Court rules on county master plan

By Cy Ryan and Launce Rake

The Nevada Supreme Court ruled today that Clark County cannot require a two-thirds majority vote to make major changes to its master plan.

The court, in a decision overturning the ruling of District Judge Valerie Adair, said the county has no authority from the state to require a supermajority vote.

Clark County and developers had asked for judicial review of the rule.

The Southern Nevada Homebuilders Association argued against the rule. The county had the support of citizen groups such as the Northwest Citizens Association, Citizens for Smart Growth and Concerned Citizens of Logandale.

The Clark County Commission in April 2003 approved an ordinance requiring a comprehensive update of the master plan at least once every five years. The ordinance prohibited the commissioners from considering nonconforming zoning change applications within two years of the master plan.

The ordinance allows that after two years the commission could approve a nonconforming change only by a two-thirds vote.

The court said state law gives county commissions the authority to provide for zoning regulations and restrictions. But there is nothing in the law on zoning that requires a supermajority approval in any instance.

The decision, written by Justice James Hardesty, said, "The Legislature intended only simple majority approval of nonconforming zone change applications."

Clark County and the citizen groups argued that state law authorized the county commissioners to impose the supermajority approval because the county had broad authority over zoning issues.

The Supreme Court said that argument could mean the county might be able to impose a vote of 80 or 90 percent majority in zoning matters.

Hardesty said the Clark County ordinance imposing the supermajority approval violates the state law on zone change regulations. He said the state law "cannot be read to expand the authority of the county commissioners to impose a greater voting requirement than that mandated by the Legislature's silence."

The change was one of a host instituted in 2003 and 2004 that modified what some critics viewed as a process overly tilted toward developers.

Clark County Commission Chairman Rory Reid, an attorney, supported the change, but he said the constitutionality of the revision was always in doubt.

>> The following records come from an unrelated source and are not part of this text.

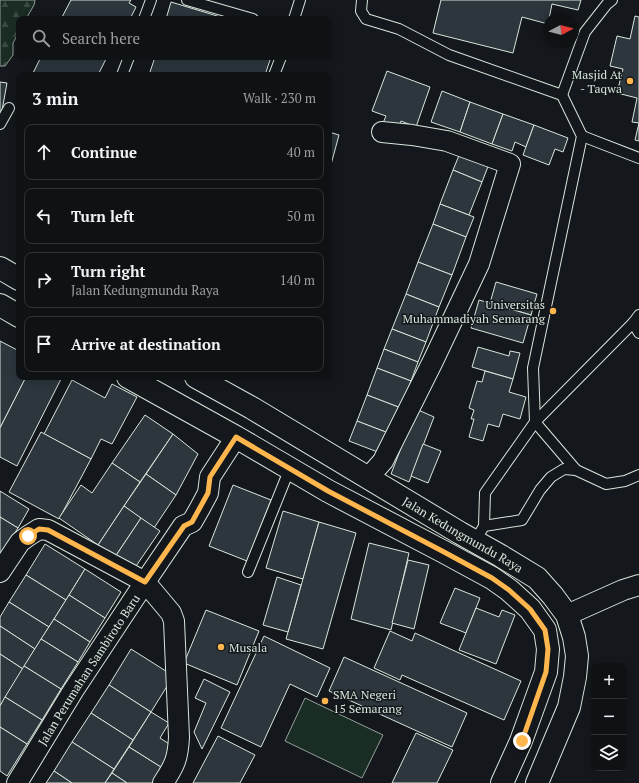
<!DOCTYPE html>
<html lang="en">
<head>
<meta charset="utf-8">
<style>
  :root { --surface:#0f1215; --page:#1d2022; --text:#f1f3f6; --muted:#9b9ea0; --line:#2f3234 }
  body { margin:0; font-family:"PT Serif",serif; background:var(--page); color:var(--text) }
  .controls { position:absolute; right:12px; bottom:12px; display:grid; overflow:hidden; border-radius:8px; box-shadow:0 2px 10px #0003 }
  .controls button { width:36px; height:36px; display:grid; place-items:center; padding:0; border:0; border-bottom:1px solid var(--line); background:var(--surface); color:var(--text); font:20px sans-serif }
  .compass { position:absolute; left:543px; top:12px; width:36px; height:36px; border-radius:50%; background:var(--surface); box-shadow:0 2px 10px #0003; rotate:83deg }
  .stop { position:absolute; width:12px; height:12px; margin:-9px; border:3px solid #ffb74d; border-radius:50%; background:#fff }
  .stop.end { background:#ffb74d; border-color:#fff; box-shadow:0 1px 4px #0008 }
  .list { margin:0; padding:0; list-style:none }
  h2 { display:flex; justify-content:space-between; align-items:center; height:52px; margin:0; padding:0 16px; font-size:17px }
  h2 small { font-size:13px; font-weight:400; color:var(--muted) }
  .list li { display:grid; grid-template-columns:26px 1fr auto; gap:12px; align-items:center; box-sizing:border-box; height:56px; margin:0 8px 8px; padding:0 8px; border:1px solid var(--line); border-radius:8px }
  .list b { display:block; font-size:15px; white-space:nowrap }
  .list p { margin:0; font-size:13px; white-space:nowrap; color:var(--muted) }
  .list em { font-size:13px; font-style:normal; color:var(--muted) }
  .icon { flex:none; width:22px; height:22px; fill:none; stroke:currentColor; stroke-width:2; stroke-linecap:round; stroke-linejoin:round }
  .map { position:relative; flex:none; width:639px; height:783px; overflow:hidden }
  .search { position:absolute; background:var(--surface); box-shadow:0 2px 10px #0003; left:16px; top:16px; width:316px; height:44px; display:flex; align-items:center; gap:10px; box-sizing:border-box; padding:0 14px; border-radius:8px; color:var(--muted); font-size:15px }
  .panel { position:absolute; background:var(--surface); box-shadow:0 2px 10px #0003; left:16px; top:72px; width:316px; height:308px; border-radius:8px }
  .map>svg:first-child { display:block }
</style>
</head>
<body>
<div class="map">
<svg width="639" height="783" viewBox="0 0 639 783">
  <defs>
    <pattern id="forest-firs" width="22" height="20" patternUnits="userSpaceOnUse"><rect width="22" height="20" fill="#1a2d24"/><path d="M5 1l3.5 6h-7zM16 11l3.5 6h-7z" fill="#3b4b43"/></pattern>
  </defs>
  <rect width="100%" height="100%" fill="#14181c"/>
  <path fill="url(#forest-firs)" stroke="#939e99" d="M0 0H35L34 5 26 19H19V32L13 43V55L5 66H0Z"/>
  <path fill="#1a2d24" stroke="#939e99" d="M305 698 383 735 362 778 285 741Z"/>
  <g fill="#2c363c" stroke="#d8e6dc">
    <path d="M71 0H131L129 3 136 7 130 19H61Z"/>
    <path d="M441 0H581L578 10 552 4 548 24 522 17 513 53 433 33Z"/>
    <path d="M171 2 227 19H166Z"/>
    <path d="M635 16 639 17V141L635 140 639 123 632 122 637 98 617 93 623 69 610 66 617 36 630 39Z"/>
    <path d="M41 57H107L98 75H32Z"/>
    <path d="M155 57H271L265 75H149Z"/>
    <path d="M387 71 430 87 416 127 401 121 398 128 383 123 386 116 372 111Z"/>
    <path d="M0 82 7 83 1 116H0Z"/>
    <path d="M442 91 470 102 460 132 431 122Z"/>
    <path d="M470 102 503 114 492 144 460 132Z"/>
    <path d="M503 114 534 125 526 147 515 142 512 151 492 144Z"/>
    <path d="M534 125 568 138 563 152 555 149 549 165 523 155Z"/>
    <path d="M329 132 339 135 329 172Z"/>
    <path d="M460 153 489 164 482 182 453 170Z"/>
    <path d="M453 170 482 182 469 215 440 204Z"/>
    <path d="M440 204 474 217 466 237 433 224Z"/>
    <path d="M433 224 466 237 452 275 418 262Z"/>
    <path d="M418 262 452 275 439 307 406 294Z"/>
    <path d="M496 282 537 294 531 315 490 303Z"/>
    <path d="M406 294 439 307 426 342 392 329Z"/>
    <path d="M479 300 531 315 523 343 471 328Z"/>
    <path d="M392 329 426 342 418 362 384 349Z"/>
    <path d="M0 341 19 351V377H26L0 428Z"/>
    <path d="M478 347 509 356 510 351 520 353 513 379 472 367Z"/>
    <path d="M384 349 418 362 411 381 377 368Z"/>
    <path d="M377 368 411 381 401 408 367 395Z"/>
    <path d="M485 371 513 379 509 392 526 397 520 419 503 414 499 427 488 424 483 441 469 437 474 419H471L474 410 469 408 477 381 482 382Z"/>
    <path d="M26 377H62L17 466 0 457V428Z"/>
    <path d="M72 380 105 398 112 384 137 397 112 444 101 439 91 459 44 434Z"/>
    <path d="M367 395 401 408 391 434 357 421Z"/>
    <path d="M416 409 434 417 409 482 391 474Z"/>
    <path d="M145 415 173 434 140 482 112 463Z"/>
    <path d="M357 421 391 434 383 454 349 441Z"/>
    <path d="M41 432 91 459 59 519 9 492Z"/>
    <path d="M173 434 198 454 176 495 146 474Z"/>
    <path d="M423 444 441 451 428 483 411 476Z"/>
    <path d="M112 463 140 482 98 545 59 518 81 485 92 493Z"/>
    <path d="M146 474 176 495 154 528 124 506Z"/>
    <path d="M233 485 271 500 247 561 209 546Z"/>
    <path d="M0 491 29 509 18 528 0 517Z"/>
    <path d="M124 506 141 518 115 557 98 545Z"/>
    <path d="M283 511 319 522 303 579 266 568Z"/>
    <path d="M0 517 18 528 0 556Z"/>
    <path d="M141 518 160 531 134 569 115 557Z"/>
    <path d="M319 522 356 533 323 649 286 639Z"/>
    <path d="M369 543 409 553 391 630 351 619Z"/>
    <path d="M45 544 85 569 66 600 26 575Z"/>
    <path d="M408 560 429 565 414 629 392 623Z"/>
    <path d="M85 569 121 592 105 618 69 595Z"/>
    <path d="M26 575 66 600 49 627 9 602Z"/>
    <path d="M277 577 301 585 288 632 263 625Z"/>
    <path d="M455 588 480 598 466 633 440 623Z"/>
    <path d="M69 595 105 618 90 642 54 619Z"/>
    <path d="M9 602 49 627 35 649 0 626V617Z"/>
    <path d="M476 608 499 617 502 610 515 615 496 664 459 650Z"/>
    <path d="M206 610 259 631 237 685 184 663Z"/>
    <path d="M54 619 90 642 78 662 41 639Z"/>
    <path d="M0 626 35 649 23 669 0 654Z"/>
    <path d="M390 631 412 641 415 633 521 681 504 720 402 675 400 680 374 668Z"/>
    <path d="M264 636 330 668 317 697 290 684 261 747 221 728Z"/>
    <path d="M41 639 78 662 61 689 24 666Z"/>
    <path d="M131 649 169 673V683L151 712 109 685Z"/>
    <path d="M0 654 23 669 0 706Z"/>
    <path d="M344 657 467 713 452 747 329 691Z"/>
    <path d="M24 666 61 689 42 720 5 697Z"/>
    <path d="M204 679 230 692 202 749 194 732 206 703 195 698Z"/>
    <path d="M109 685 151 712 133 740 91 713Z"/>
    <path d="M5 697 42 720 27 744 0 727V706Z"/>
    <path d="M151 712 169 723 160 738 177 749 164 769 129 747Z"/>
    <path d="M91 713 133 740 114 769 72 742Z"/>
    <path d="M0 727 27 744 7 776 0 771Z"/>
    <path d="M416 733 453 750 437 783H392Z"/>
    <path d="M218 736 255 755 240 783H193Z"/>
    <path d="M72 742 114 769 105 783H72L54 771Z"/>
    <path d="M129 747 164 769 155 783H127L112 773Z"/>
    <path d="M54 771 72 783H46Z"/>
    <path d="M112 773 127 783H105Z"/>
  </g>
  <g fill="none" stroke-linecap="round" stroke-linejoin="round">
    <g stroke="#d8e6dc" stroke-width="12">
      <g id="service">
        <path d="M187 0 253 19"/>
        <path d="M362 0 361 11 366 19 399 29 449 55 562 95 582 136 533 368 535 422 576 470"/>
        <path d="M144 19 151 0"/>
        <path d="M294 19 300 0"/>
        <path d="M122 75 129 57"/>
        <path d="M274 75 281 57"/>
        <path d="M562 95 585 32 607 4 612 0"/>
        <path d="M0 124 9 108"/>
        <path d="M582 136 639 158"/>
        <path d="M633 323 639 333"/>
        <path d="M484 526 522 520 540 490 551 477 564 469 576 470 606 484 625 481 639 475"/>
        <path d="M475 541 484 526 485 493 535 422 633 323 639 315"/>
        <path d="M248 572 290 468"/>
      </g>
    </g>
    <g stroke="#d8e6dc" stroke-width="22">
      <g id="minor">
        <path d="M368 478 383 461 433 361 479 264 510 164 447 141 412 135 382 132"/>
        <path d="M0 572 20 542 28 536 39 529 48 530 145 582 171 613 174 621 179 737C178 758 175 765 163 783"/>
        <path d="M567 615 623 590 639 585"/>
        <path id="s1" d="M17 783 73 691 145 582 183 526 192 522 200 508 208 493 210 477 236 437"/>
      </g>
    </g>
    <g stroke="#d8e6dc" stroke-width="24">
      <g id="secondary">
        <path d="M0 268 19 279"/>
        <path d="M0 305 19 316"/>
        <path d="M128 377 236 437 328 491 444 552 492 578 509 590 530 609 545 630 548 649 546 672 521 741 502 783"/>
        <path id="s2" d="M196 377 252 408 460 533 501 556 537 578 553 596 567 615 574 637 577 656 575 677 569 707 537 783"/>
      </g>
    </g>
    <use href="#service" stroke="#14181c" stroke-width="10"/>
    <use href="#minor" stroke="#14181c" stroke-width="20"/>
    <use href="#secondary" stroke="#14181c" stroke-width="22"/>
  </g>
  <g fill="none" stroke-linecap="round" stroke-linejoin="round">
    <path stroke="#ffb74d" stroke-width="5" d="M28 536 39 529 48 530 145 582 184 526 192 522 208 493 210 477 236 437 328 491 444 552 492 578 509 590 530 609 545 630 548 649 546 672 522 741"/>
  </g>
  <g fill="#ffb74d" stroke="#14181c" stroke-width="1.5">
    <circle cx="630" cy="81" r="4"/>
    <circle cx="553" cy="311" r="4"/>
    <circle cx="221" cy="647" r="4"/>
    <circle cx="325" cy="701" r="4"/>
  </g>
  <g text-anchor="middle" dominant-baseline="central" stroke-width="3" stroke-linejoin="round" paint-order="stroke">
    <g font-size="12" fill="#d8e6dc" stroke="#14181c" text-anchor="end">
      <text x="622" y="74">Masjid At<tspan x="622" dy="14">- Taqwa</tspan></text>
      <text x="545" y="304">Universitas<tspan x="545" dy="14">Muhammadiyah Semarang</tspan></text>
      <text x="229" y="647" text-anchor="start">Musala</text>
      <text x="333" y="694" text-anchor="start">SMA Negeri<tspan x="333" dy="14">15 Semarang</tspan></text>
    </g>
    <g font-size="12" fill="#d8e6dc" stroke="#14181c">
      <text stroke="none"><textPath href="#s2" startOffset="310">Jalan Kedungmundu Raya</textPath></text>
      <text stroke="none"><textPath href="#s1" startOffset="134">Jalan Perumahan Sambiroto Baru</textPath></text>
    </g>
  </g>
</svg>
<div class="controls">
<button>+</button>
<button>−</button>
<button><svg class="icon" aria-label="layers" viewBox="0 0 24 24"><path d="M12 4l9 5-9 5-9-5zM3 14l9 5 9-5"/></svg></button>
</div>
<svg class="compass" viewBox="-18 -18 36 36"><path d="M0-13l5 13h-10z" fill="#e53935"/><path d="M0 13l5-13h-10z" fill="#9b9ea0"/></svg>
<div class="stop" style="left:28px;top:536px"></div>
<div class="stop end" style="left:522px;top:741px"></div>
<div class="search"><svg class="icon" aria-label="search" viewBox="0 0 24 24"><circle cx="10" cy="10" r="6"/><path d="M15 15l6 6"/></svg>Search here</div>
<section class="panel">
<h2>3 min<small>Walk · 230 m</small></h2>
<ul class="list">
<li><svg class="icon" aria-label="ahead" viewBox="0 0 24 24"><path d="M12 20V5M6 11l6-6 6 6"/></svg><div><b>Continue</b></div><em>40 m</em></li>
<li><svg class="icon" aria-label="left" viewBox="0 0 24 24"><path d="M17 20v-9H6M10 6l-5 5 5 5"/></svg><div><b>Turn left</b></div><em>50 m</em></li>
<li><svg class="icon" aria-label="right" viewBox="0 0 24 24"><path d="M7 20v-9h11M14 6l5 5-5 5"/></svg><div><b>Turn right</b><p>Jalan Kedungmundu Raya</p></div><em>140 m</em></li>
<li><svg class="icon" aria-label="arrive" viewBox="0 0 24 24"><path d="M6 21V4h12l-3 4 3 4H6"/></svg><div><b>Arrive at destination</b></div></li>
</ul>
</section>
</div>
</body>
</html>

"There's always been questions regarding the propriety of requiring a supermajority," Reid said. "There was a question as to whether or not this was constitutional. We agreed to bring this forward for judicial review."

But the impact of the Supreme Court decision will be limited, Reid said.

"I don't think it will have much practical effect," he said. "Because of the way we changed the system, there's so much more practical input than there used to be.

"I don't know that we had many instances where it came down to the supermajority requirement. Most of the votes are unanimous."

Thom Reilly, Clark County manager, said county officials are not even sure if the supermajority has been required in the last several years. The county will do a review to see if it has been needed.

"It will be interesting to see whether it has even been an issue since it was enacted," he said.

Reilly said the issue is another one in which the lack of home rule, which the state grants cities, hobbles the counties. Without home rule, the county needs specific legislative approval to set up such rules, he said.

If necessary, the county could bring the rules to the Legislature in 2007 as a bill to establish the rule, he added.